Pour compléter le tableau, précisons qu’elle manifeste quelques marqueurs typiques de cette mouvance : c’est une farouche partisane du mariage homosexuel, n’hésitant pas à insulter publiquement ((A propos des opposants au mariage pour tous, majoritairement catholiques, elle a éructé : « la connerie a trouvé son parti, du coup elle s’exprime », ou encore : « quand on pense qu’en 2003, la loi autorisant le mariage homosexuel est passée en Belgique d’un coup, sans manif ! Pourtant, on a tous les connards qu’il faut aussi là-bas! »)) ceux qui sont opposés à ce « progrès », c’est également une ardente militante anti fasciste qui n’a pas hésité à associer son nom à celui de Bernard-Henri Levy et de Bernard Kouchner dans une tribune intitulée « Nous sommes tous des Juifs grecs » dénonçant l’entrée d’Aube Dorée au Parlement grec en 2012, et elle est parvenue à forcer son éditeur, Albin Michel, à refuser de publier les Mémoires de Jean-Marie Le Pen, sous peine de changer de maison d’édition. Pour avoir lu ces Mémoires, et quelques œuvres de Nothomb, je peux dire qu’ils leur sont infiniment supérieurs, non seulement en valeur historique, mais surtout, critère décisif pour un écrivain, en terme de style. Quand on passe de l’un à l’autre, on a l’impression de passer de Molière aux Précieuses qui lui ont inspiré l’une de ses pièces.

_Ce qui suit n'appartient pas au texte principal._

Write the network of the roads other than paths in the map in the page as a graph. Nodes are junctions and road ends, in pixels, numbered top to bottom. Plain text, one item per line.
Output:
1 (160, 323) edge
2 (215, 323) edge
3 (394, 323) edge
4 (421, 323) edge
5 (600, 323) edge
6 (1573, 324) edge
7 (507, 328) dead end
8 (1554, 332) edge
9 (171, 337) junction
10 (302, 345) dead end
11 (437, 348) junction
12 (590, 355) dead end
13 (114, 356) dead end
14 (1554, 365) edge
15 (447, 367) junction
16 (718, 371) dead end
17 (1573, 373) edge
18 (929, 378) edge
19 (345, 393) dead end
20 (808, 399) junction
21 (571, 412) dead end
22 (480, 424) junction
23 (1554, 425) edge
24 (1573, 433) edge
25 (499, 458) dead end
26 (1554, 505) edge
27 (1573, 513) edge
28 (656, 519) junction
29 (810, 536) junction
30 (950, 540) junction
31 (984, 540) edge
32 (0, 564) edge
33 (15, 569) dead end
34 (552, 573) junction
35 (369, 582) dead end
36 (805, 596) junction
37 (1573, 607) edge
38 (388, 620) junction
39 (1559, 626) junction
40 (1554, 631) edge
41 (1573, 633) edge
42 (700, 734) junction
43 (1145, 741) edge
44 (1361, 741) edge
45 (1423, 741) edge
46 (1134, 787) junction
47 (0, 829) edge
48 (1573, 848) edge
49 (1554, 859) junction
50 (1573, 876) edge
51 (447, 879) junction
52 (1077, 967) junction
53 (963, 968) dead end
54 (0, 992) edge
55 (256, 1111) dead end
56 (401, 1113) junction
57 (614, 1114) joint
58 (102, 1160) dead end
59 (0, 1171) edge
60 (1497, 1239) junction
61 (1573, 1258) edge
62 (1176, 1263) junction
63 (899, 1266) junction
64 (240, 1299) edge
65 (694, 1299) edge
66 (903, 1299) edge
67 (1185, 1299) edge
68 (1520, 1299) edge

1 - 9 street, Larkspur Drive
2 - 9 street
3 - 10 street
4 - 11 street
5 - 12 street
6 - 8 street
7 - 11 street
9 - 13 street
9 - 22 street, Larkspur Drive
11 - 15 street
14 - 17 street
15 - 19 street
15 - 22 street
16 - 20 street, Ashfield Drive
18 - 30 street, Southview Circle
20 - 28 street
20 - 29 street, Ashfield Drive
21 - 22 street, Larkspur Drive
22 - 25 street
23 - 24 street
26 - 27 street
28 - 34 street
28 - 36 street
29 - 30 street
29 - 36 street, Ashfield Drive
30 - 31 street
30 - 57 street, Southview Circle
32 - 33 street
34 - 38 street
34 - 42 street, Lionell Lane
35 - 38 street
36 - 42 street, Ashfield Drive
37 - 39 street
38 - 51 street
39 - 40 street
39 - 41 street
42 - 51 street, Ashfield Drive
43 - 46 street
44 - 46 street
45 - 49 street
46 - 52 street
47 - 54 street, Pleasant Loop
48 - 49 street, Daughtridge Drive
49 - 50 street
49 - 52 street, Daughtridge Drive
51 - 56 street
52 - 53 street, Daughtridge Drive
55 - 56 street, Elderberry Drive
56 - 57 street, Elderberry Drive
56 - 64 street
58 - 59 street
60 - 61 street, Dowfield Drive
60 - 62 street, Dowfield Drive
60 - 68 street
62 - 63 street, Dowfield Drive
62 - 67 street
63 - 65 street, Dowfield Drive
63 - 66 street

Patricia Highsmith présente un cas très différent. Patricia Highsmith, de son vrai nom Mary Patricia Planckman, est une Étasunienne née dans une famille d’artistes. Son père Jay Bernard Plangman est d’ascendance allemande. Comme Amélie Nothomb, son rapport au judaïsme est extrêmement ambigu : alors que, lit-on sur sa fiche Wikipedia, la plupart de ses amis hommes étaient juifs, de même que la plupart de ses amantes, elle était une antisioniste ardente, déplorant ouvertement l’influence démesurée d’Israël sur la politique étrangère des États-Unis. Aux côtés d’écrivains juifs comme Gore Vidal, Alexander Cockburn, Noam Chomsky, et Edward Said, elle défendait les droits des Palestiniens, auxquels elle dédia un roman en 1983. Elle faisait des dons au Jewish Committee on the Middle East, une organisation fondée en 1987 représentant les Juifs américains qui militaient pour que les États-Unis cessent de s’aligner inconditionnellement sur la politique israélienne ((Sur le sujet, on peut lire le Lobby pro-israélien et la politique étrangère et des États-Unis, de John Mearcheimer et Stephen Walt, aux éditions de la Découverte pour la traduction française.)). Bref, Patricia Highsmith était une juive antisioniste. A signaler que par ailleurs, à l’instar de Prétextat Tach, le héros de l’hygiène de l’assassin, Patricia Highsmith était ouvertement raciste, en particulier négrophobe.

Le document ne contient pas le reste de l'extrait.